15. Опека vs Зелёнкин
I
Орган опеки, алкаю вниманья, Тифон Новгородский,
Я твоего, о повелитель бумажных чудовищ,
Рыком стозевным прошу не гневиться сотрудниц,
Словно в горах неприступных, гнездящихся по кабинетам,
А умоляю коленопреклонно представить возможность
К лучшему и милосерднейшему из деяний,
То есть прошу сим меня записать в кандидаты
На сирых деток грядущее усыновленье.
II
Я, Николай, утешитель малюток, Зелёнкин,
Вам во второй раз уже подаю заявленье:
Уведомляю, что очень желаю ребёнка;
Будет взлелеян он подобострастнее Зевса,
нимфы которого мёдом кормили на Крите.
Я одинок, не имею супруги — ни алчной Геры,
Ни расплетающей в доме ковры Пенелопы, —
Но я надёжно и благонамеренно трудоустроен:
Разнообразны мои трудовые занятья
И неизменны, как Гелия свет и Селены.
Я прилагаю характеристику с места работы,
А также справку о постоянном доходе,
Пусть невелик он, но, орган опеки, не мучай
Ты осуждением интеллигентного мужа,
Не насмехайся над чаяньем черноязыко,
Всё-таки больше выходит, чем две минималки.
III
Я проживаю в спокойном районе на Пермякова,
У водоёма, где ходит на поиск любви розовоперстая Эос
И, словно крылья стрекоз, содрогаются листья акаций.

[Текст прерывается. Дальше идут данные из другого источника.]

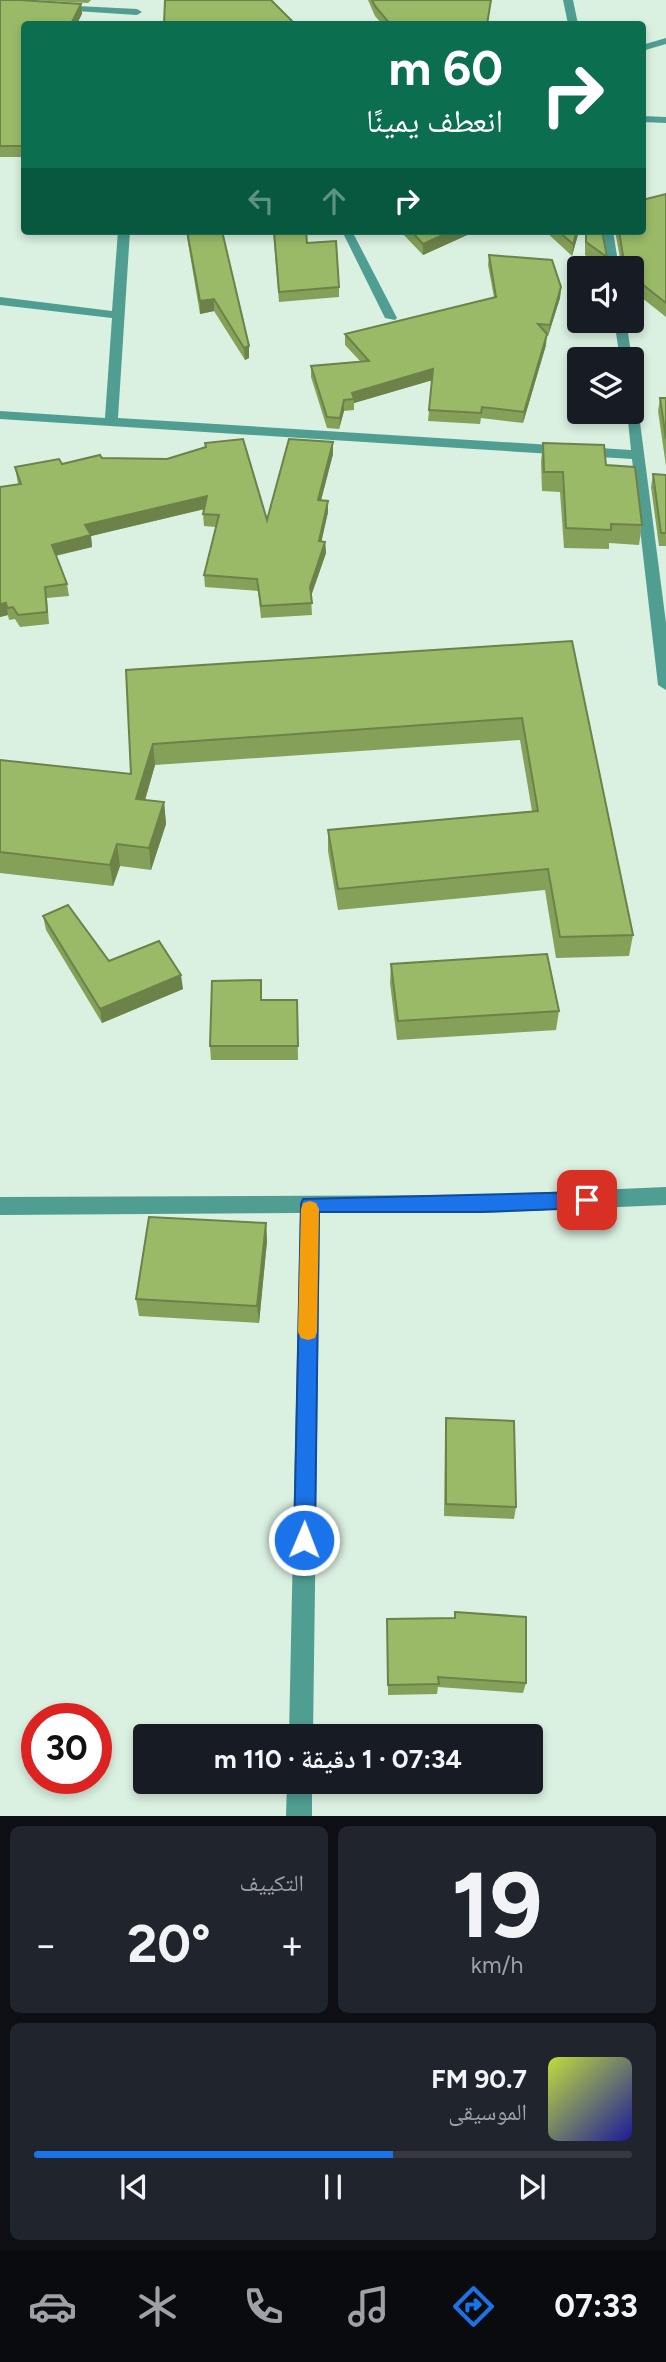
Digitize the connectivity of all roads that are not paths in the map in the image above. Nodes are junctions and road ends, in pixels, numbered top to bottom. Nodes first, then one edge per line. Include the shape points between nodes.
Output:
1 (138, 0) edge
2 (568, 0) edge
3 (55, 7) edge
4 (136, 12) junction
5 (136, 21) edge
6 (572, 21) edge
7 (666, 41) edge
8 (646, 47) edge
9 (646, 119) edge
10 (666, 120) edge
11 (124, 235) edge
12 (349, 235) edge
13 (608, 235) edge
14 (610, 256) edge
15 (0, 301) edge
16 (118, 315) junction
17 (391, 318) dead end
18 (0, 415) edge
19 (111, 420) junction
20 (635, 424) edge
21 (639, 455) junction
22 (666, 685) edge
23 (666, 1196) edge
24 (310, 1204) junction
25 (0, 1206) edge
26 (301, 1724) edge
27 (300, 1794) edge
28 (299, 1816) edge

1 - 4 street
2 - 6 street
3 - 4 street
4 - 5 street
7 - 8 street
9 - 10 street
11 - 16 street
12 - 17 lane
13 - 14 street
15 - 16 street
16 - 19 street
18 - 19 street
19 - 21 street
20 - 21 street
21 - 22 street
23 - 24 street via 481,1205
24 - 25 street
24 - 26 street
27 - 28 street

После приватизации треть двупалатной квартиры
(Первый этаж, без балкона, сорок шесть метров)
В собственность мне перешла. Остальные две трети
Принадлежат много лет старикам благородным,
Оба они деликатные пенсионеры —
Мать и отец, но они заседают на даче,
Так что с ребёночком места нам будет в достатке,
Сам бы Зефир мог быть вынянчан в этом пространстве.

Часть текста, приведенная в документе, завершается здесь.